Yamaha begins research on 'The relationship between riding and brain stimulation'

Discussion in 'Street and Performance Bikes' started by xcel, Oct 6, 2009.

  1. xcel

    xcel PZEV, there's nothing like it :) Staff Member

    [​IMG] Early results show riding a bike has positive effects on mental and emotional health.

    [fimg=right]http://www.cleanmpg.com/photos/data/501/2010_Yamaha_WR250X.jpg[/fimg]Wayne Gerdes - CleanMPG - Oct. 5, 2009

    2010 Yamaha WR250X SuperMoto - $6,490 and 71 mpg.

    Yamaha has announced the start of a second joint research project on the subject of the relationship between motorcycle riding and brain stimulation with Ryuta Kawashima Laboratory of the Department of Functional Brain Imaging, Institute of Development, Aging and Cancer at Tohoku University.

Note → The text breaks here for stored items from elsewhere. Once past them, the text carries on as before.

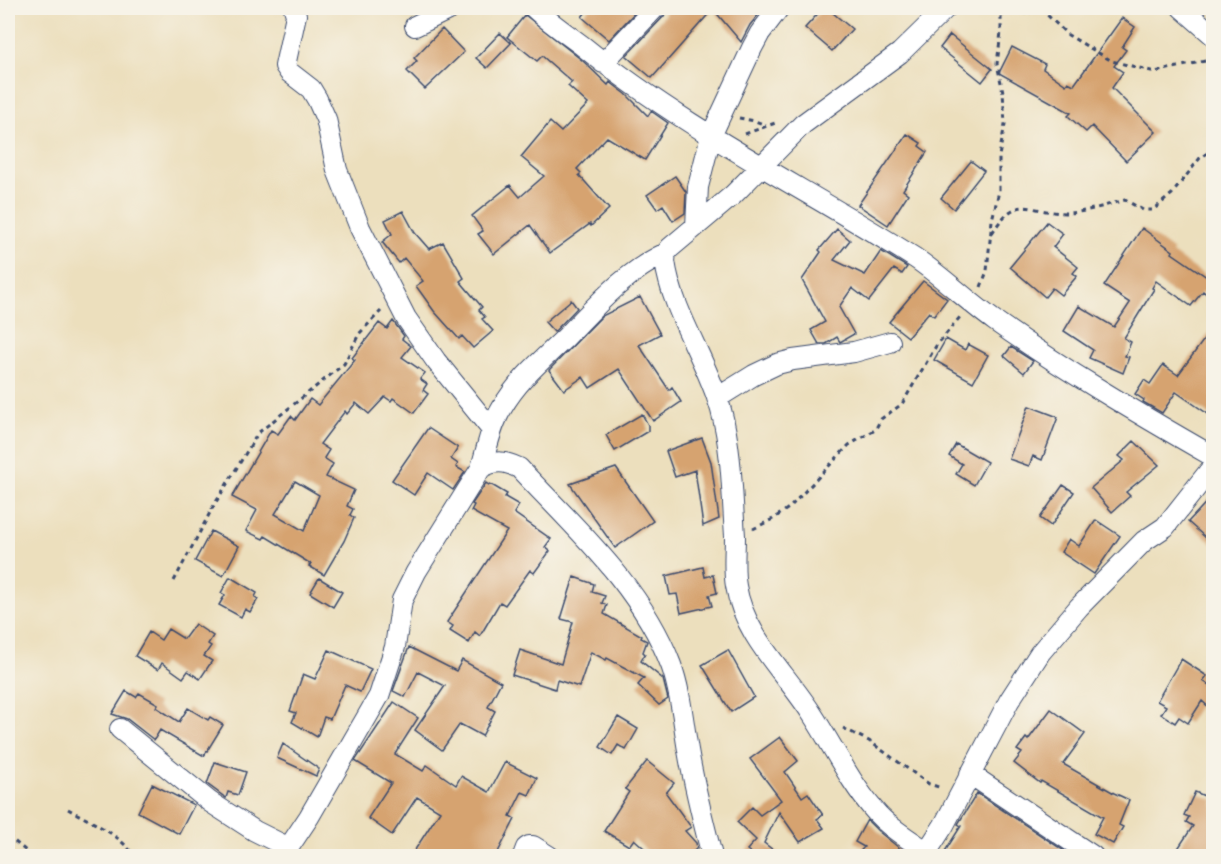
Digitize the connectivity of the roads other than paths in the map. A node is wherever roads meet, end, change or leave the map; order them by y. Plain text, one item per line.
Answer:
1 (294, 8) edge
2 (452, 8) edge
3 (534, 8) edge
4 (656, 8) edge
5 (779, 8) edge
6 (946, 8) edge
7 (1182, 8) edge
8 (415, 26) dead end
9 (1214, 36) edge
10 (603, 63) junction
11 (717, 140) junction
12 (762, 167) junction
13 (696, 226) junction
14 (666, 253) junction
15 (890, 342) dead end
16 (717, 398) junction
17 (492, 430) junction
18 (1214, 457) edge
19 (1214, 465) edge
20 (481, 468) junction
21 (120, 729) dead end
22 (970, 774) junction
23 (286, 852) edge
24 (925, 854) edge
25 (523, 856) edge
26 (549, 856) edge
27 (712, 856) edge
28 (1093, 856) edge

1 - 17 street
2 - 8 street
3 - 10 street
4 - 10 street
5 - 11 street
6 - 12 street
7 - 9 street
10 - 11 street
11 - 12 street
11 - 13 street
12 - 13 street
12 - 18 street
13 - 14 street
14 - 16 street
14 - 17 street
15 - 16 street
16 - 24 street
17 - 20 street
19 - 22 street
20 - 23 street
20 - 27 street
21 - 23 street
22 - 24 street
22 - 28 street
25 - 26 street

    The project began in September 2009 and is planned to continue until December 2010. The focus of this research will be the measurement and analysis of the cause and effect relationship involved in the operation of various types of vehicles and brain stimulation and measuring the changes in such stimulation over time by means of data gathered from a long-term mass survey in the market.

    The reason for Yamaha Motor's participation in this project is to further research on the relationship between motorcycle riding and brain stimulation in the context of the Ryuta Kawashima Laboratory's studies in the area of "Smart Aging Society" and hopefully connect it to vitalization of the motorcycle market.

    The findings of the first research project in 2008 included: When riding a motorcycle, the brain of the rider is stimulated; Differences in brain use and level of brain stimulation can be observed in motorcyclists who ride regularly and in motorcyclists who have not ridden for extended periods; Incorporating motorcycle riding into daily life improves various cognitive functions and has positive effects on mental and emotional health such as stress reduction.

    The second research project now begun will be divided into a Sept - Oct 2009 and Oct 2009 - Dec 2010 test. In Test 1, research will survey the differences in the conditions of brain stimulation related to the type of vehicle and riding conditions and the motorcycle riding operations. Test 2 will focus on measuring the changes in this brain stimulation over time related to conditions involved, and the survey will involve a larger subject base.

    Yamaha Motor's participation in the new project will include providing vehicles for the research (motorcycles, etc.), making its test courses available for tests, soliciting test participants (test subjects) and providing test staff.

    So get out and ride already :)
     
  2. Earthling

    Earthling Trying to be kind to Mother Earth

    The findings of the first research project in 2008 included: When riding a motorcycle, the brain of the rider is stimulated; Differences in brain use and level of brain stimulation can be observed in motorcyclists who ride regularly and in motorcyclists who have not ridden for extended periods; Incorporating motorcycle riding into daily life improves various cognitive functions and has positive effects on mental and emotional health such as stress reduction.

    I knew about the last part, from my own experience, but I didn't realize that riding also helps with cognitive functioning.

    Hook up those brainwave leads while I do a curvy mountain road, if they really want to see some brain stimulation.

    The fact that you have to be focused on survival and controlling the bike at all times helps put your other worries aside, reducing stress.

    Harry
     
  3. wokwithm

    wokwithm Well-Known Member

    The benefits to cognitive functions might have to do with simultaneous mental and somatic stimulations akin to sports and dancing.